Go through the material below and copy all lines with "edges".

□ □ □ □

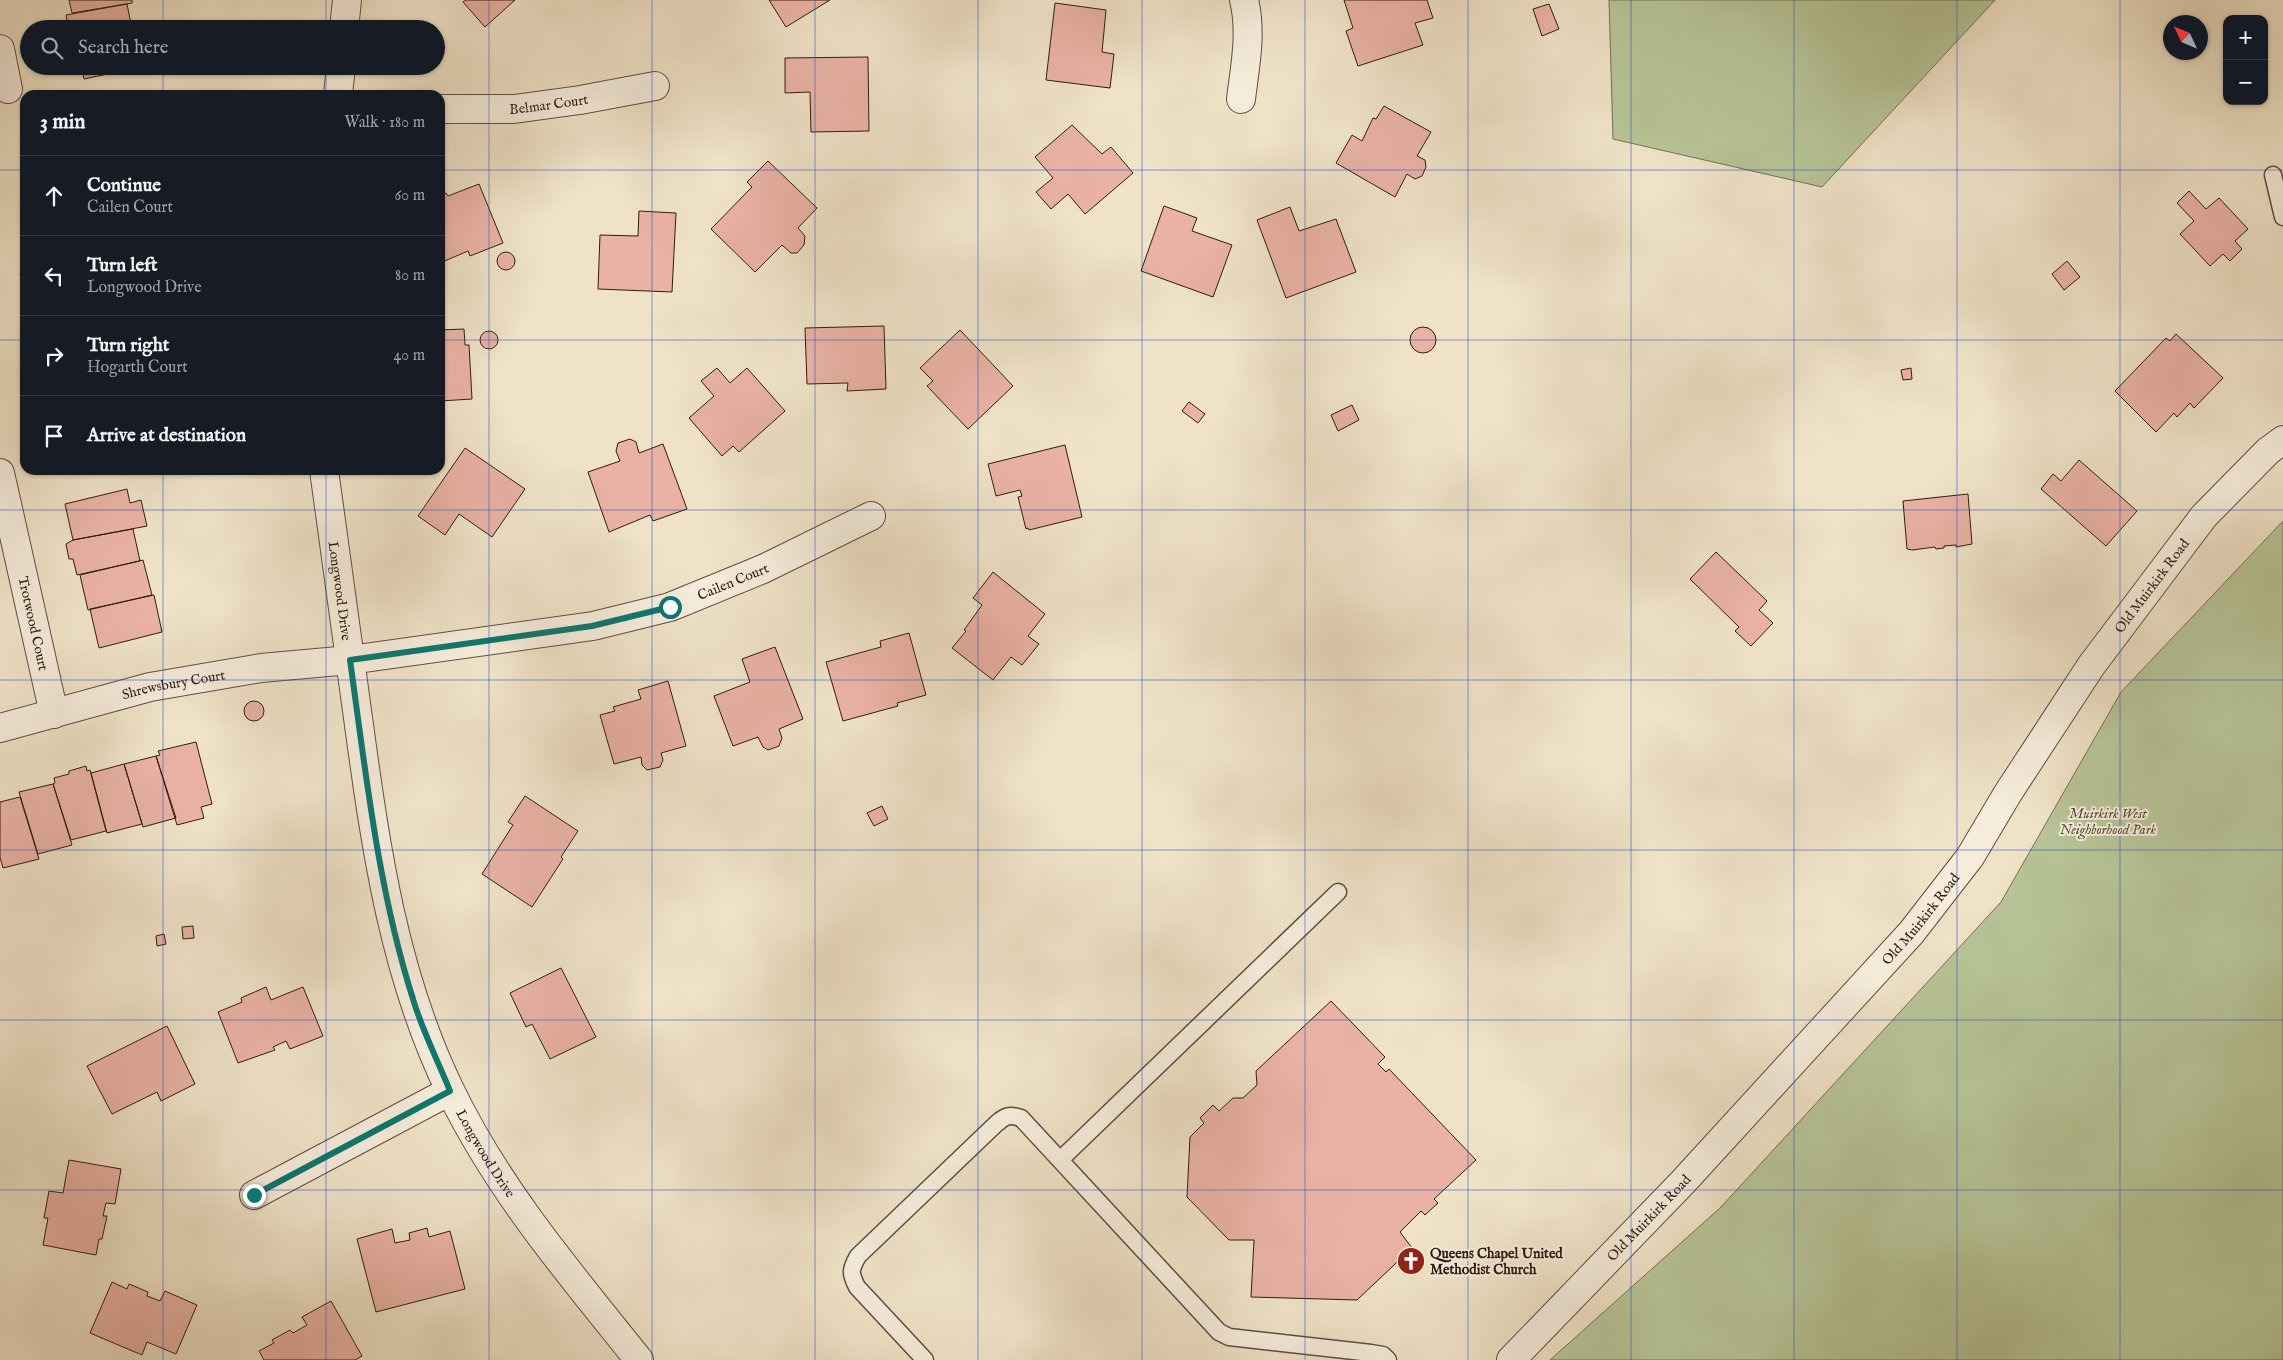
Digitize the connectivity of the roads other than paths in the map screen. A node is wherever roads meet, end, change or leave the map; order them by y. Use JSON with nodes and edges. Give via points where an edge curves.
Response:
{"nodes":[{"id":1,"x":347,"y":0,"type":"edge"},
{"id":2,"x":1244,"y":0,"type":"edge"},
{"id":3,"x":345,"y":20,"type":"edge"},
{"id":4,"x":0,"y":49,"type":"edge"},
{"id":5,"x":340,"y":75,"type":"edge"},
{"id":6,"x":656,"y":86,"type":"dead end"},
{"id":7,"x":8,"y":88,"type":"dead end"},
{"id":8,"x":339,"y":90,"type":"edge"},
{"id":9,"x":1241,"y":99,"type":"dead end"},
{"id":10,"x":445,"y":109,"type":"edge"},
{"id":11,"x":2273,"y":175,"type":"dead end"},
{"id":12,"x":2283,"y":216,"type":"edge"},
{"id":13,"x":2283,"y":440,"type":"edge"},
{"id":14,"x":0,"y":473,"type":"edge"},
{"id":15,"x":325,"y":475,"type":"edge"},
{"id":16,"x":871,"y":516,"type":"dead end"},
{"id":17,"x":350,"y":660,"type":"junction"},
{"id":18,"x":54,"y":714,"type":"junction"},
{"id":19,"x":0,"y":728,"type":"edge"},
{"id":20,"x":1338,"y":892,"type":"dead end"},
{"id":21,"x":450,"y":1091,"type":"junction"},
{"id":22,"x":1060,"y":1160,"type":"junction"},
{"id":23,"x":254,"y":1195,"type":"dead end"},
{"id":24,"x":1320,"y":1354,"type":"edge"},
{"id":25,"x":639,"y":1360,"type":"edge"},
{"id":26,"x":925,"y":1360,"type":"edge"},
{"id":27,"x":1388,"y":1360,"type":"edge"},
{"id":28,"x":1511,"y":1360,"type":"edge"}],
"edges":[{"from":1,"to":3,"type":"street"},
{"from":2,"to":9,"type":"street","via":[[1248,43]]},
{"from":4,"to":7,"type":"street"},
{"from":5,"to":8,"type":"street"},
{"from":6,"to":10,"type":"street","name":"Belmar Court","via":[[514,109]]},
{"from":11,"to":12,"type":"lane"},
{"from":13,"to":28,"type":"street","name":"Old Muirkirk Road","via":[[2204,516],[2091,666],[1970,857],[1911,933],[1683,1182]]},
{"from":14,"to":18,"type":"street","name":"Trotwood Court"},
{"from":15,"to":17,"type":"street","name":"Longwood Drive"},
{"from":16,"to":17,"type":"street","name":"Cailen Court","via":[[763,569],[670,607],[592,626]]},
{"from":17,"to":18,"type":"street","name":"Shrewsbury Court","via":[[261,668],[150,687]]},
{"from":17,"to":21,"type":"street","name":"Longwood Drive","via":[[374,832],[394,935],[413,1002]]},
{"from":18,"to":19,"type":"street","name":"Shrewsbury Court"},
{"from":20,"to":22,"type":"lane"},
{"from":21,"to":23,"type":"street"},
{"from":21,"to":25,"type":"street","name":"Longwood Drive","via":[[490,1160],[552,1253]]},
{"from":22,"to":24,"type":"lane","via":[[1219,1332],[1228,1337]]},
{"from":22,"to":26,"type":"lane","via":[[1021,1118],[1011,1114],[1004,1117],[858,1256],[851,1275],[857,1287]]},
{"from":24,"to":27,"type":"lane","via":[[1371,1353],[1383,1355]]}]}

□ □ □ □

Solved problem ->
Digitize the connectivity of the roads other than paths in the map screen. A node is wherever roads meet, end, change or leave the map; order them by y. Use JSON with nodes and edges. Give via points where an edge curves.
"edges":[{"from":1,"to":3,"type":"street"},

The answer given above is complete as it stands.